Problem statement:
Find every line with the string "names" in the material below and copy it.

Information shown:

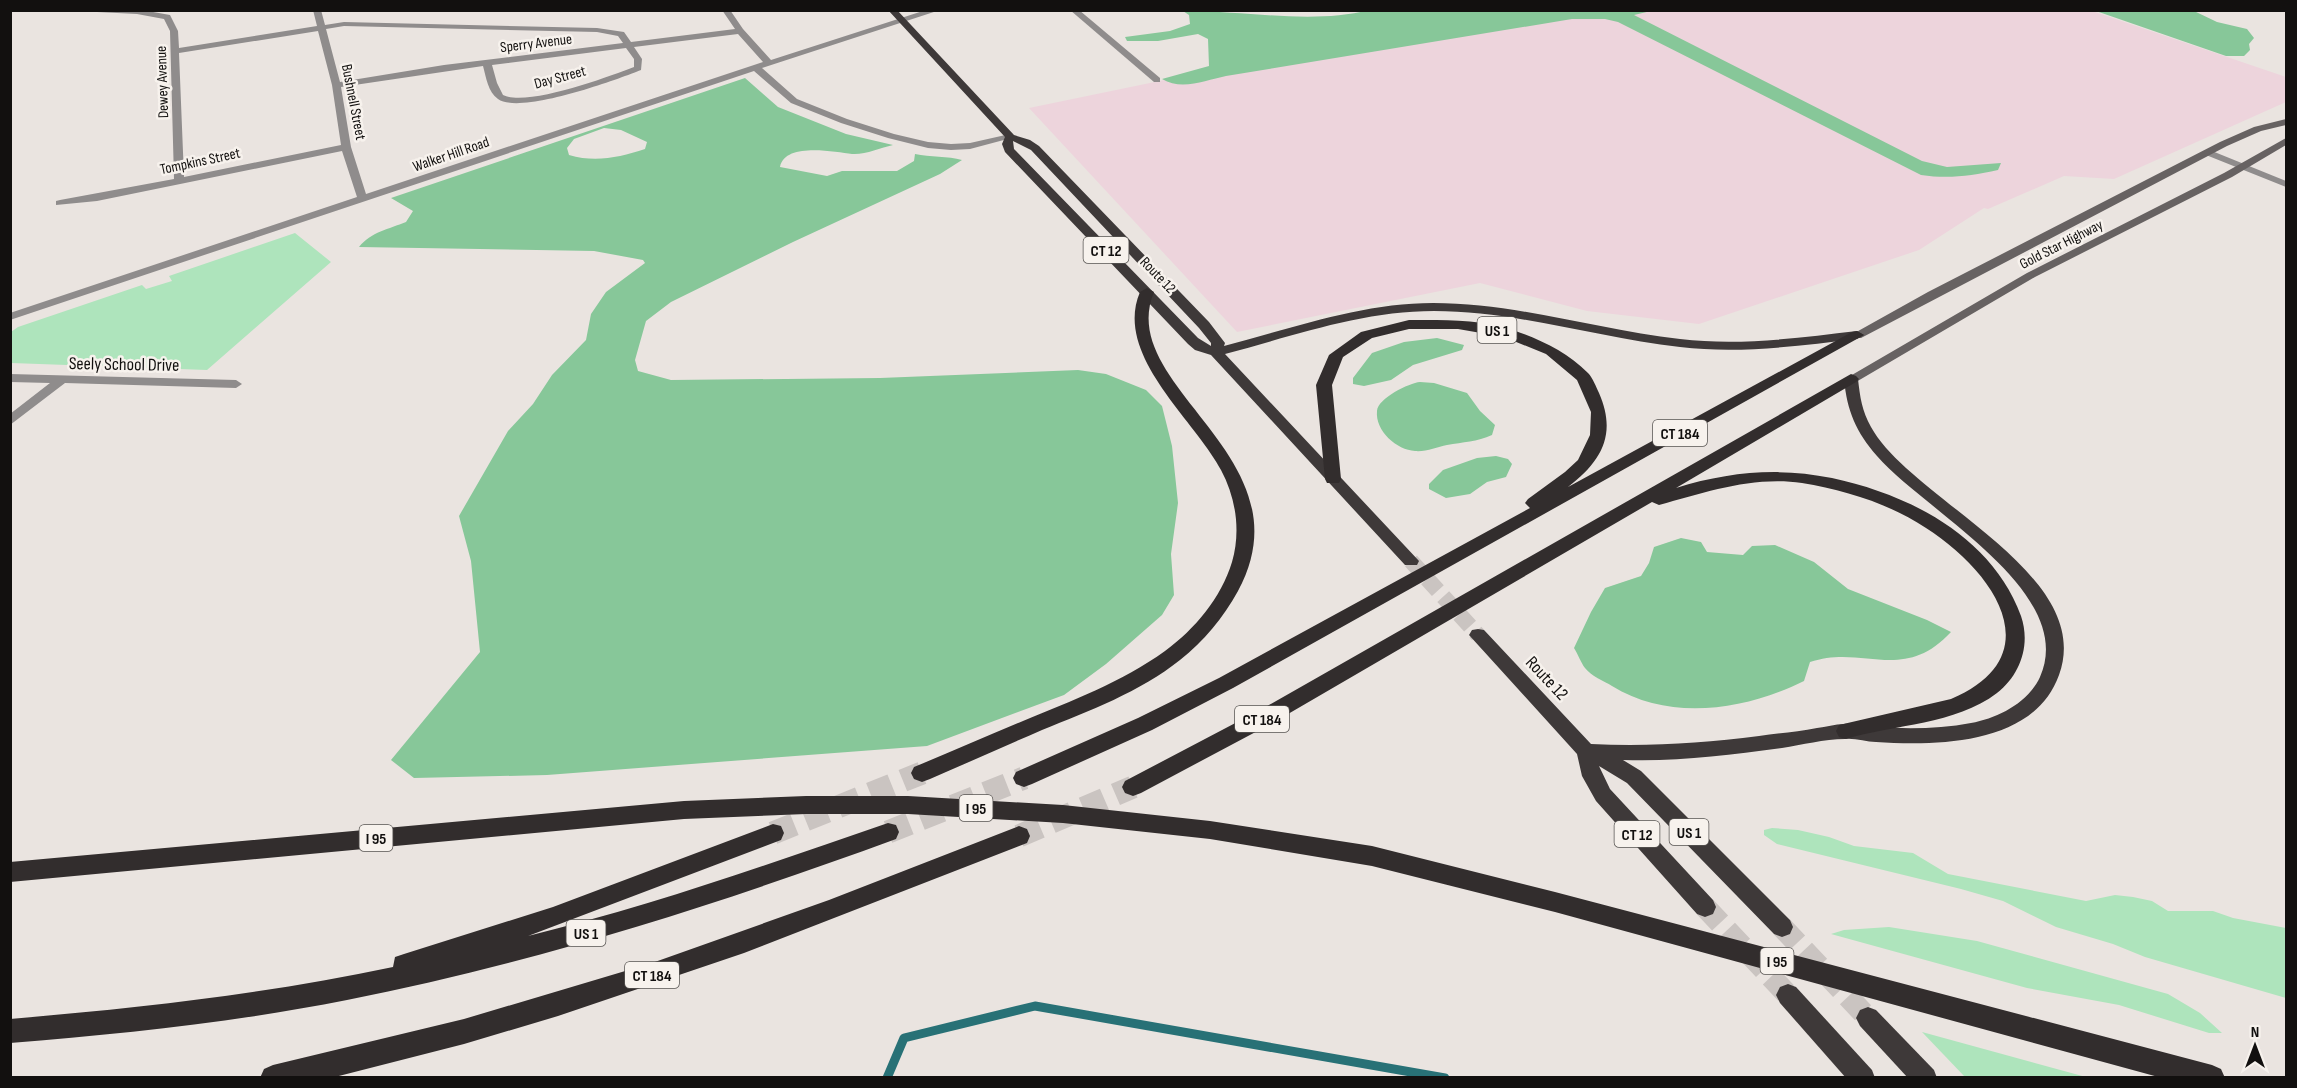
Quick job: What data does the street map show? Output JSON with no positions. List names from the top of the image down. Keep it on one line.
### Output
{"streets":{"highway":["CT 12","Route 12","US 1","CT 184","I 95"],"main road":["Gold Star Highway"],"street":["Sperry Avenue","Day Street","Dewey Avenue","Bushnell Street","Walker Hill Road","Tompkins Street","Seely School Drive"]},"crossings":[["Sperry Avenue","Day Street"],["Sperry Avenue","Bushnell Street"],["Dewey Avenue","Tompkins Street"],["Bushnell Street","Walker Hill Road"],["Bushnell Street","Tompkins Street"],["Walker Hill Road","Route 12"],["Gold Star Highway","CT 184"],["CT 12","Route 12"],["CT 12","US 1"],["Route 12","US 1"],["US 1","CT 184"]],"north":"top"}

==

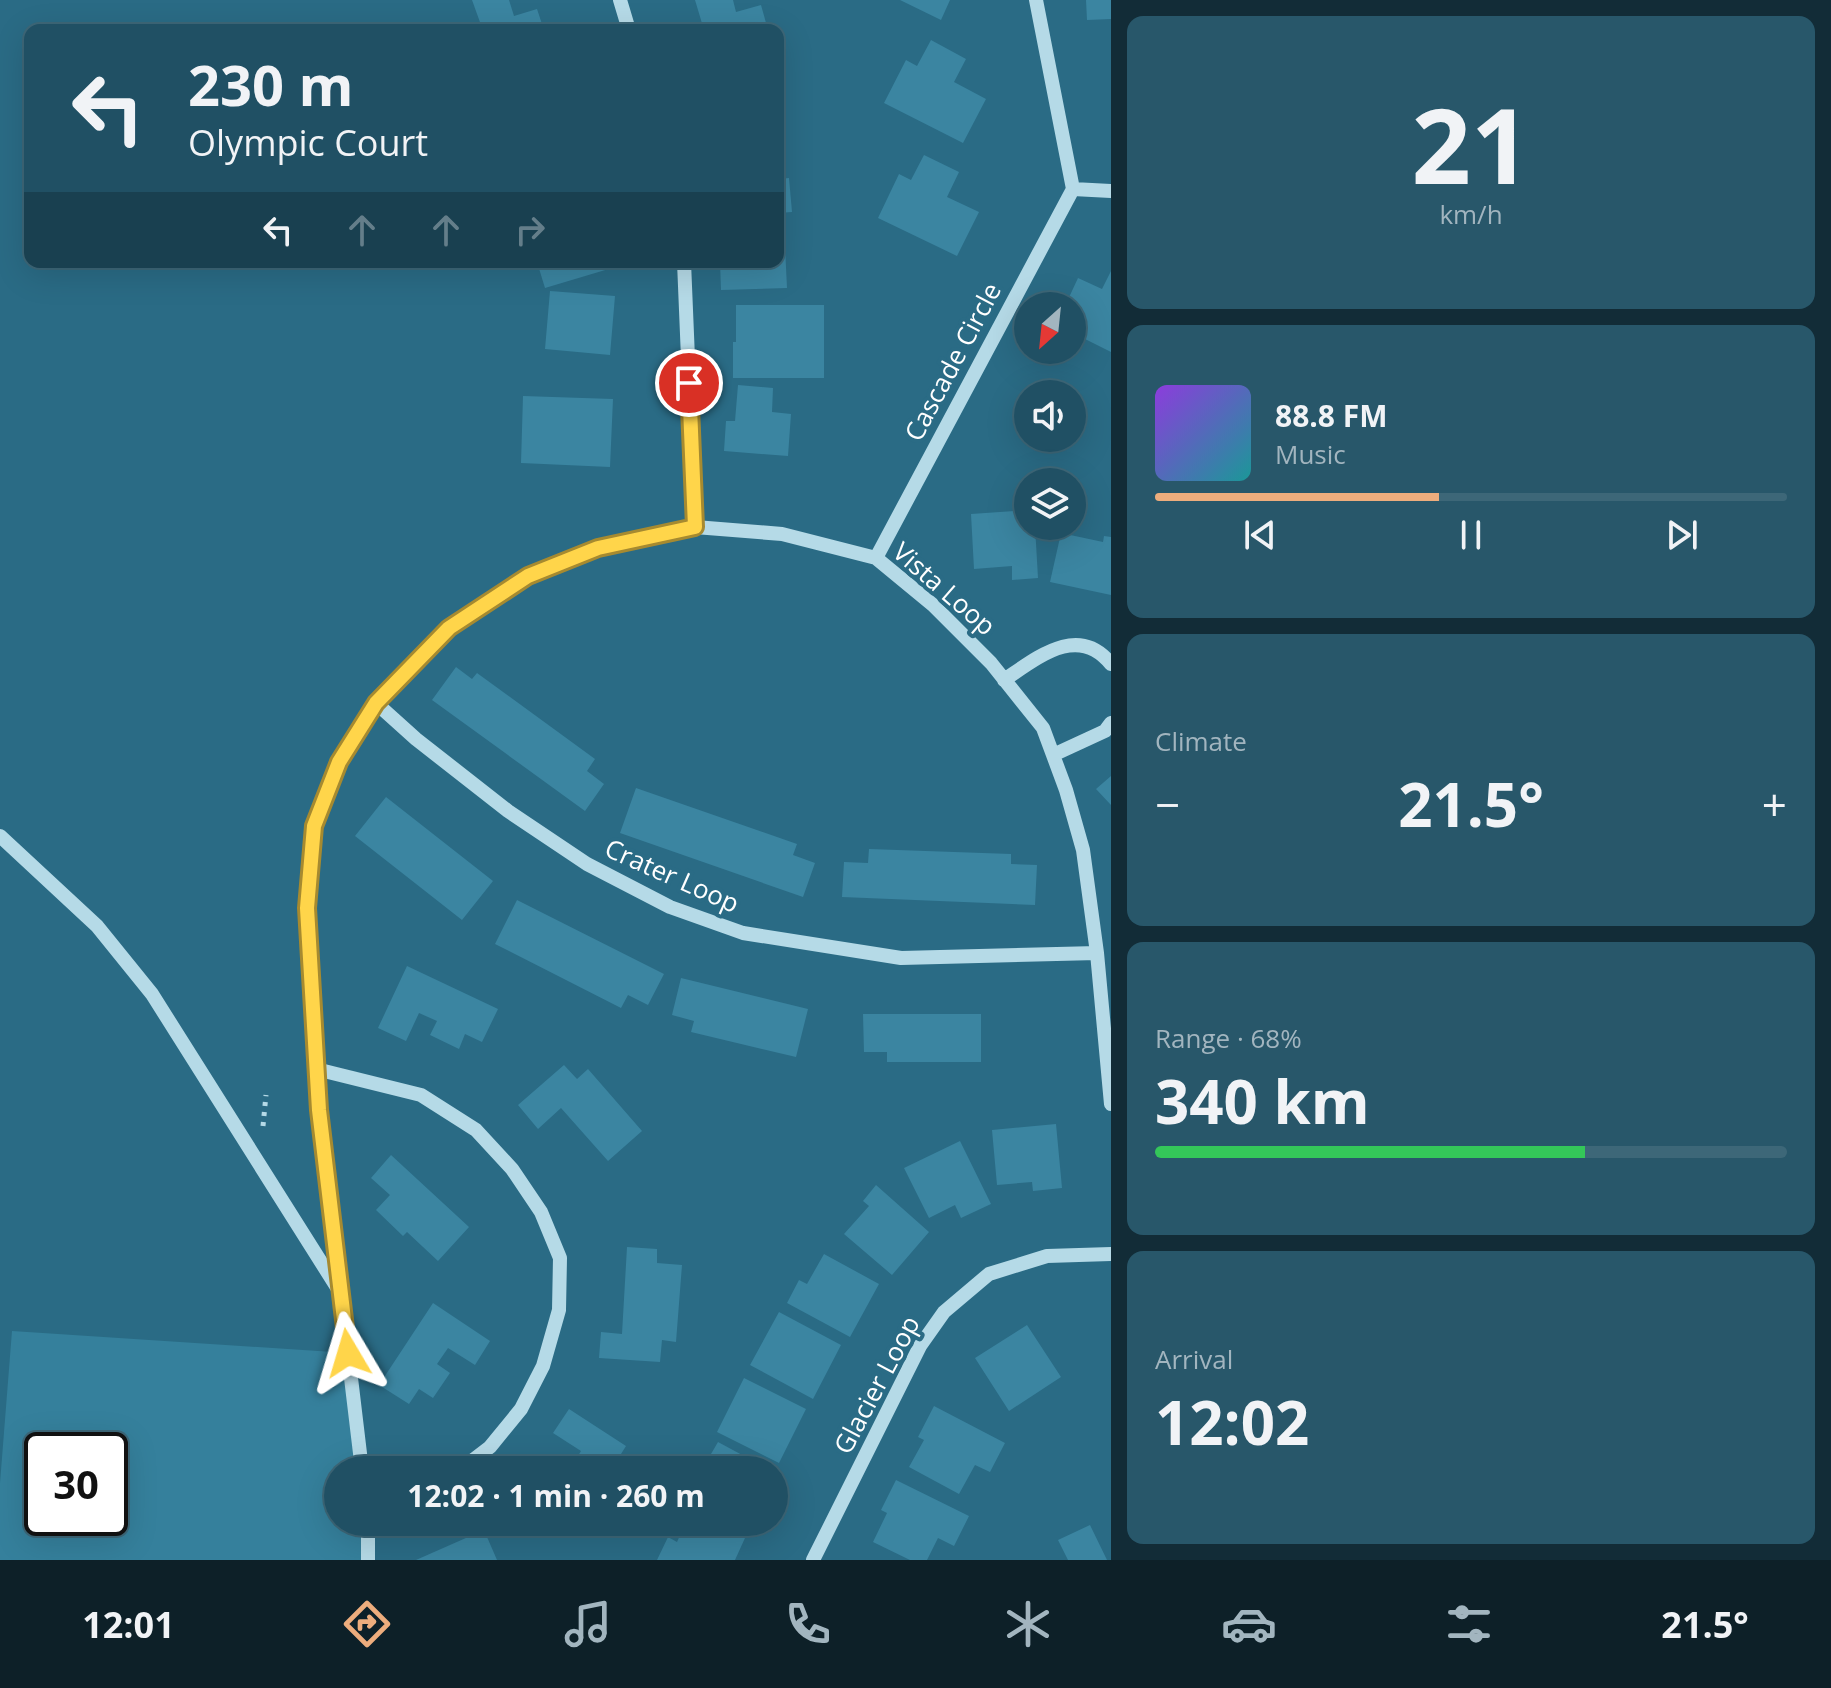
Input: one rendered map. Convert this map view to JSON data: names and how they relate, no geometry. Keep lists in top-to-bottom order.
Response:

* * *

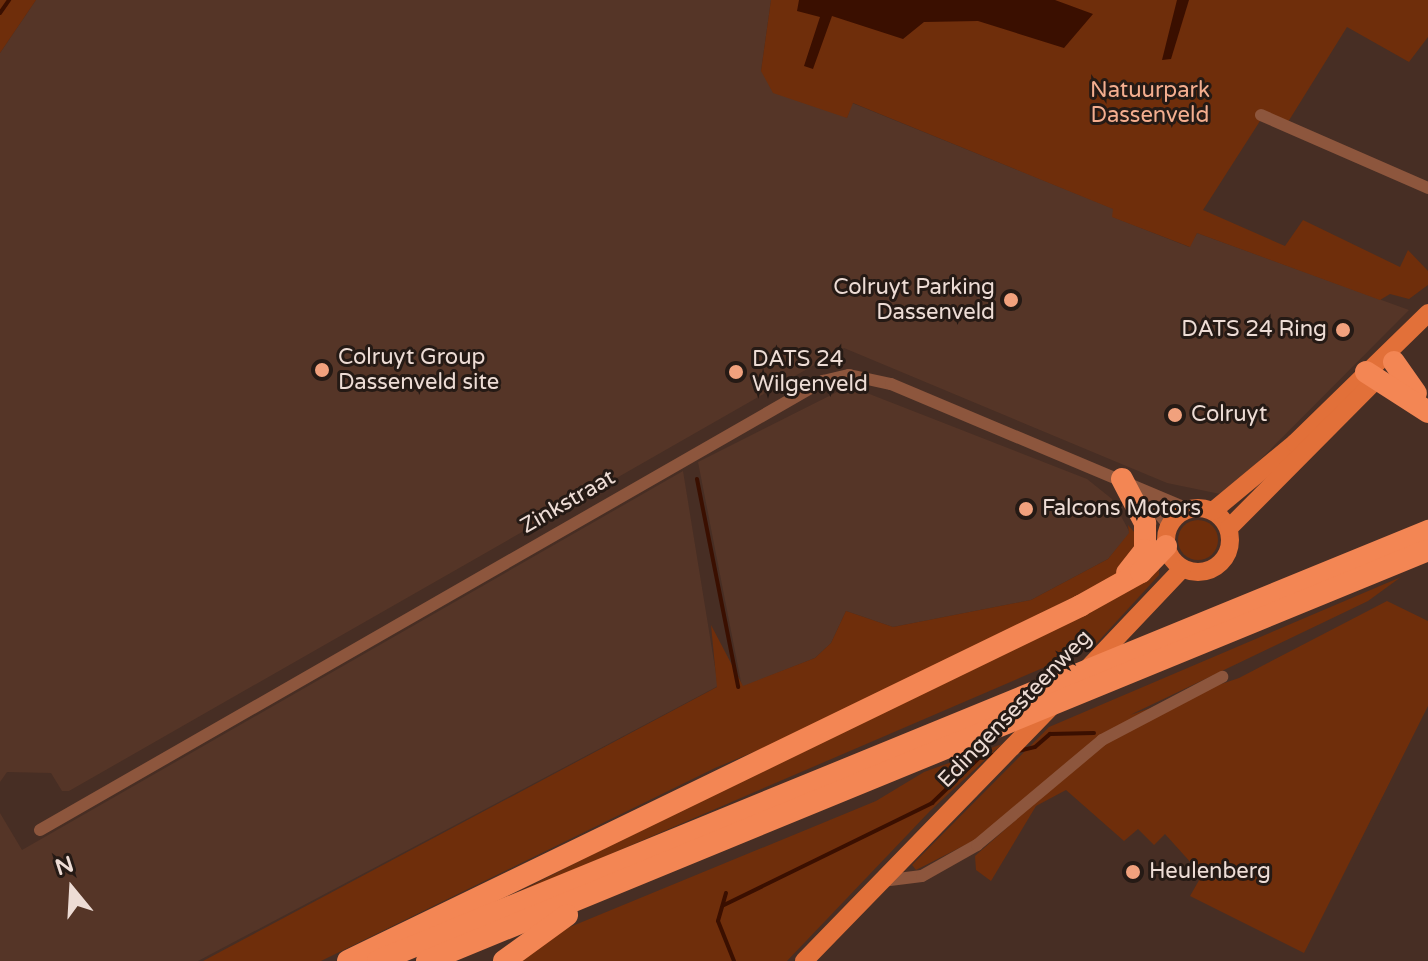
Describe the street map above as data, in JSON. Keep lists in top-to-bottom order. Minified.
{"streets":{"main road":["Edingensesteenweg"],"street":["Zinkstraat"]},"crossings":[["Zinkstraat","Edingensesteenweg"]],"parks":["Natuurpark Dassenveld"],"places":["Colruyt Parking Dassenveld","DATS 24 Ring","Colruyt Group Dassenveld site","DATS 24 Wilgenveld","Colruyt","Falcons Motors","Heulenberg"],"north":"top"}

Answer for the task:
Quick job: What data does the street map show? Output JSON with no positions. List names from the top of the image down. Keep it on one line.
Input: one rendered map. Convert this map view to JSON data: names and how they relate, no geometry. Keep lists in top-to-bottom order.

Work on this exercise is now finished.